Mas a questão essencial foi a grande rotatividade de funcionários nas últimas décadas - muitos deles emigrantes acabados de chegar. Aconteceu-me muitas vezes pedir uma italiana e não saber do que se tratava ou de me dar um pingo de café no fundo, reclamar e responder-me que tinha carregado no botão certo da máquina portanto tinha que ser aquilo.
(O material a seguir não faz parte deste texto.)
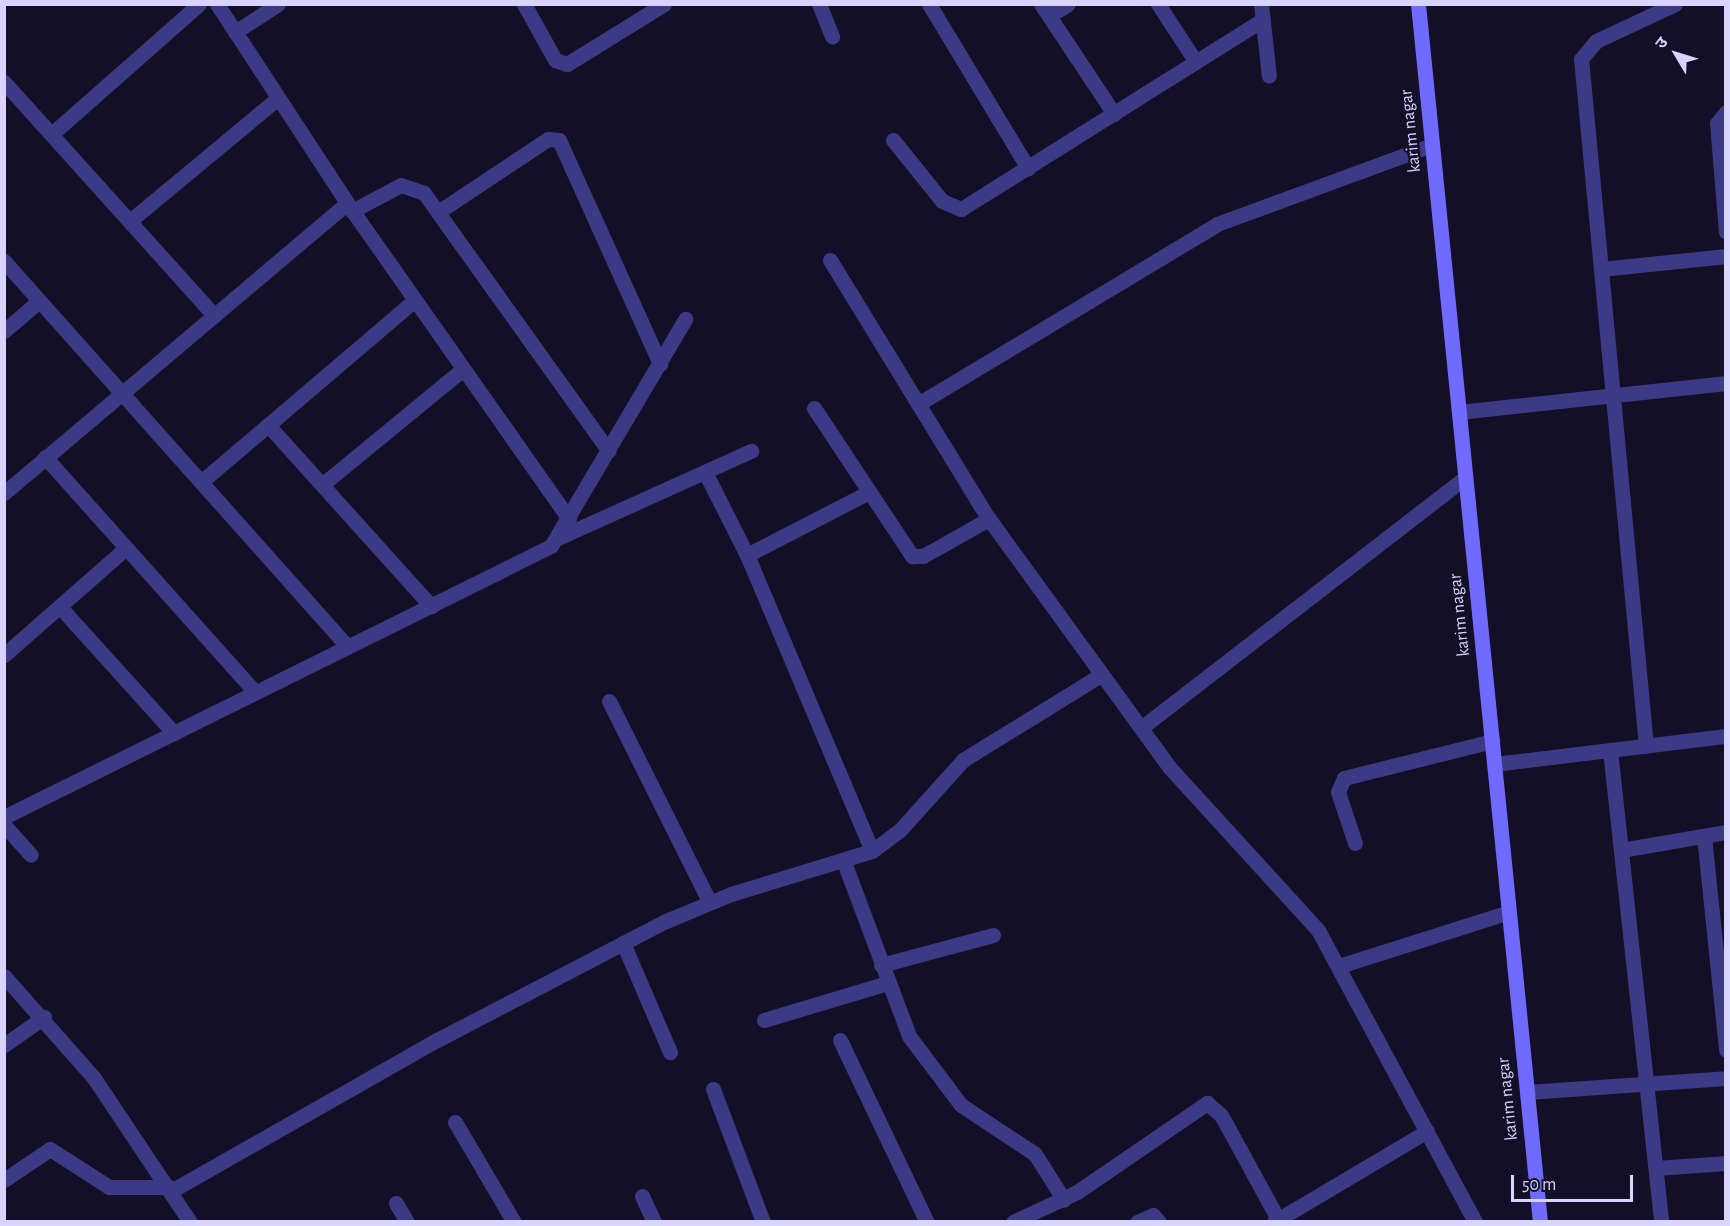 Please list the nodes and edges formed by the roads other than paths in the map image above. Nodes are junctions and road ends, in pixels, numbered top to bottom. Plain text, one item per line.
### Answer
1 (199, 4) edge
2 (217, 4) edge
3 (278, 4) edge
4 (664, 4) edge
5 (819, 4) edge
6 (928, 4) edge
7 (1068, 4) edge
8 (1158, 4) edge
9 (1418, 4) edge
10 (1675, 4) edge
11 (525, 5) edge
12 (1045, 10) edge
13 (1262, 12) edge
14 (235, 32) junction
15 (832, 37) dead end
16 (1196, 62) junction
17 (1269, 76) dead end
18 (4, 82) edge
19 (278, 98) junction
20 (1725, 112) edge
21 (1114, 114) junction
22 (54, 132) junction
23 (893, 140) dead end
24 (1432, 145) junction
25 (1028, 168) junction
26 (349, 207) junction
27 (438, 212) junction
28 (131, 220) junction
29 (1725, 232) edge
30 (1725, 256) edge
31 (830, 260) dead end
32 (4, 261) edge
33 (1601, 269) junction
34 (415, 300) junction
35 (39, 301) junction
36 (213, 314) junction
37 (685, 320) dead end
38 (4, 331) edge
39 (660, 364) junction
40 (463, 369) junction
41 (1725, 383) edge
42 (119, 392) junction
43 (1614, 393) junction
44 (918, 404) junction
45 (814, 408) dead end
46 (1459, 412) junction
47 (268, 425) junction
48 (609, 451) junction
49 (751, 451) dead end
50 (45, 457) junction
51 (705, 472) junction
52 (1466, 478) junction
53 (201, 483) junction
54 (323, 484) junction
55 (4, 493) edge
56 (867, 493) junction
57 (569, 519) junction
58 (989, 519) junction
59 (558, 538) junction
60 (126, 548) junction
61 (747, 555) junction
62 (431, 606) junction
63 (60, 607) junction
64 (347, 646) junction
65 (4, 655) edge
66 (1102, 674) junction
67 (255, 692) junction
68 (609, 701) dead end
69 (1141, 728) junction
70 (174, 733) junction
71 (1725, 736) edge
72 (1492, 741) junction
73 (1646, 746) junction
74 (1610, 750) junction
75 (1494, 764) junction
76 (4, 818) edge
77 (4, 825) edge
78 (1725, 832) edge
79 (1704, 836) junction
80 (1355, 843) dead end
81 (1621, 850) junction
82 (872, 851) junction
83 (31, 855) dead end
84 (844, 862) junction
85 (709, 901) junction
86 (1509, 912) junction
87 (993, 935) dead end
88 (623, 943) junction
89 (881, 965) junction
90 (1339, 966) junction
91 (4, 976) edge
92 (887, 983) junction
93 (44, 1017) junction
94 (764, 1020) dead end
95 (840, 1040) dead end
96 (4, 1045) edge
97 (1725, 1050) edge
98 (670, 1052) dead end
99 (1725, 1078) edge
100 (1648, 1083) junction
101 (713, 1089) dead end
102 (1527, 1092) junction
103 (455, 1122) dead end
104 (1427, 1131) junction
105 (1725, 1163) edge
106 (1656, 1168) junction
107 (4, 1180) edge
108 (170, 1189) junction
109 (642, 1196) dead end
110 (1064, 1200) junction
111 (396, 1203) dead end
112 (1036, 1217) edge
113 (1276, 1220) edge
114 (190, 1221) edge
115 (407, 1221) edge
116 (514, 1221) edge
117 (654, 1221) edge
118 (763, 1221) edge
119 (927, 1221) edge
120 (1013, 1221) edge
121 (1137, 1221) edge
122 (1159, 1221) edge
123 (1475, 1221) edge
124 (1540, 1221) edge
125 (1661, 1221) edge

1 - 22 street
2 - 14 street
3 - 14 street
4 - 11 street
5 - 15 street
6 - 25 street
7 - 12 street
8 - 16 street
9 - 24 street, karim nagar
10 - 33 street
12 - 21 street
13 - 16 street
13 - 17 street
14 - 19 street
16 - 21 street
18 - 22 street
19 - 26 street
19 - 28 street
20 - 29 street
21 - 25 street
22 - 28 street
23 - 25 street
24 - 44 street
24 - 46 street, karim nagar
26 - 27 street
26 - 34 street
26 - 36 street
27 - 39 street
27 - 48 street
28 - 36 street
30 - 33 street
31 - 44 street
32 - 35 street
33 - 43 street
34 - 40 street
34 - 47 street
35 - 38 street
35 - 42 street
36 - 42 street
37 - 39 street
39 - 48 street
40 - 54 street
40 - 57 street
41 - 43 street
42 - 50 street
42 - 53 street
43 - 46 street
43 - 73 street
44 - 58 street
45 - 56 street
46 - 52 street, karim nagar
47 - 53 street
47 - 54 street
48 - 57 street
49 - 51 street
50 - 55 street
50 - 60 street
51 - 59 street
51 - 61 street
52 - 69 street
52 - 72 street, karim nagar
53 - 64 street
54 - 62 street
56 - 58 street
56 - 61 street
57 - 59 street
58 - 66 street
59 - 62 street
60 - 63 street
60 - 67 street
61 - 82 street
62 - 64 street
63 - 65 street
63 - 70 street
64 - 67 street
66 - 69 street
66 - 82 street
67 - 70 street
68 - 85 street
69 - 90 street
70 - 76 street
71 - 73 street
72 - 75 street, karim nagar
72 - 80 street
73 - 74 street
74 - 75 street
74 - 81 street
75 - 86 street, karim nagar
77 - 83 street
78 - 79 street
79 - 81 street
79 - 97 street
81 - 100 street
82 - 84 street
84 - 85 street
84 - 89 street
85 - 88 street
86 - 90 street
86 - 102 street, karim nagar
87 - 89 street
88 - 98 street
88 - 108 street
89 - 92 street
90 - 104 street
91 - 93 street
92 - 94 street
92 - 110 street
93 - 96 street
93 - 108 street
95 - 119 street
99 - 100 street
100 - 102 street
100 - 106 street
101 - 118 street
102 - 124 street, karim nagar
103 - 116 street
104 - 113 street
104 - 123 street
105 - 106 street
106 - 125 street
107 - 108 street
108 - 114 street
109 - 117 street
110 - 112 street
110 - 113 street
111 - 115 street
112 - 120 street
121 - 122 street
Afinal o que é uma italiana? Nem eu sei já... porque já nem peço para não me passar. Os portugueses acabaram rendidos às mariquices dos cafés dos Clooneys e fazem filas à espera das cápsulas! Filas para comprar cápsulas de café... Mas basta pedir um café que não tenha mistura feita em Portugal (com o blend de cafés ao nosso gosto) para se perceber que não sai igual. Uma italiana não é um 'expresso'. Não é um 'levanta mortos' mas é meia chávena com espuma grossa e persistente, é quase morna mas não é fria, é forte mas não é desagradável, é potente mas não agreste. Ó senhor Nabeiro não lhe fazia mal nenhum pôr um thinktank a refletir sobre este assunto e mandar fazer um risquinho no lado de dentro das chávenas no ponto certo onde deve ser a italiana. Essa comenda exige dever social para com a comunidade. Obrigado.